### The problem
I need every line that includes the word "name" copied from the material.

### Data for the task

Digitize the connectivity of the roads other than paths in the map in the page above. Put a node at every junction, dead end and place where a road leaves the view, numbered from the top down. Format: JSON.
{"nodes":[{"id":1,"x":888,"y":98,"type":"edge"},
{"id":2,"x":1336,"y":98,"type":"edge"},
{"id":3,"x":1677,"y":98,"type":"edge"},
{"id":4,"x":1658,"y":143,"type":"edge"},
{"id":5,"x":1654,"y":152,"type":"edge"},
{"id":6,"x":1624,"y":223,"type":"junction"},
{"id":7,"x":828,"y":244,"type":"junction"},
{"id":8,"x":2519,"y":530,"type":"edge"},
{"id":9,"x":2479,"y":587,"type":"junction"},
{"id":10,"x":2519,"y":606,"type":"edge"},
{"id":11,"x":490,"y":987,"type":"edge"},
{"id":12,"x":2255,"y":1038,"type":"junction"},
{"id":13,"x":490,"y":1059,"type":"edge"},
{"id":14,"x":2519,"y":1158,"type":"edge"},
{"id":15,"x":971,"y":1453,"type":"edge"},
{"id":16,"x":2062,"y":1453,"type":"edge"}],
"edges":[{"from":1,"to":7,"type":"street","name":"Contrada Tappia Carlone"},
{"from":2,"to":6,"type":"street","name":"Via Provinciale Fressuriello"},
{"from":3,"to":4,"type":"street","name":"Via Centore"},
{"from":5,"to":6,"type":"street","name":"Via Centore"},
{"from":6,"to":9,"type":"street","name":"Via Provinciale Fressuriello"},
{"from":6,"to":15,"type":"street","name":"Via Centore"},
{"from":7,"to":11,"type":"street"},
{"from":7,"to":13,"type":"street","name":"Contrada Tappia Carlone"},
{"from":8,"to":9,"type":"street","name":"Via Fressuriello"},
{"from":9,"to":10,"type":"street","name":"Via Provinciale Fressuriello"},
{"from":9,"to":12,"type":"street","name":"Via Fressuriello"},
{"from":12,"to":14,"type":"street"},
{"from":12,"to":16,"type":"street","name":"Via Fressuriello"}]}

### Answer to this exercise
"edges":[{"from":1,"to":7,"type":"street","name":"Contrada Tappia Carlone"},
{"from":2,"to":6,"type":"street","name":"Via Provinciale Fressuriello"},
{"from":3,"to":4,"type":"street","name":"Via Centore"},
{"from":5,"to":6,"type":"street","name":"Via Centore"},
{"from":6,"to":9,"type":"street","name":"Via Provinciale Fressuriello"},
{"from":6,"to":15,"type":"street","name":"Via Centore"},
{"from":7,"to":13,"type":"street","name":"Contrada Tappia Carlone"},
{"from":8,"to":9,"type":"street","name":"Via Fressuriello"},
{"from":9,"to":10,"type":"street","name":"Via Provinciale Fressuriello"},
{"from":9,"to":12,"type":"street","name":"Via Fressuriello"},
{"from":12,"to":16,"type":"street","name":"Via Fressuriello"}]}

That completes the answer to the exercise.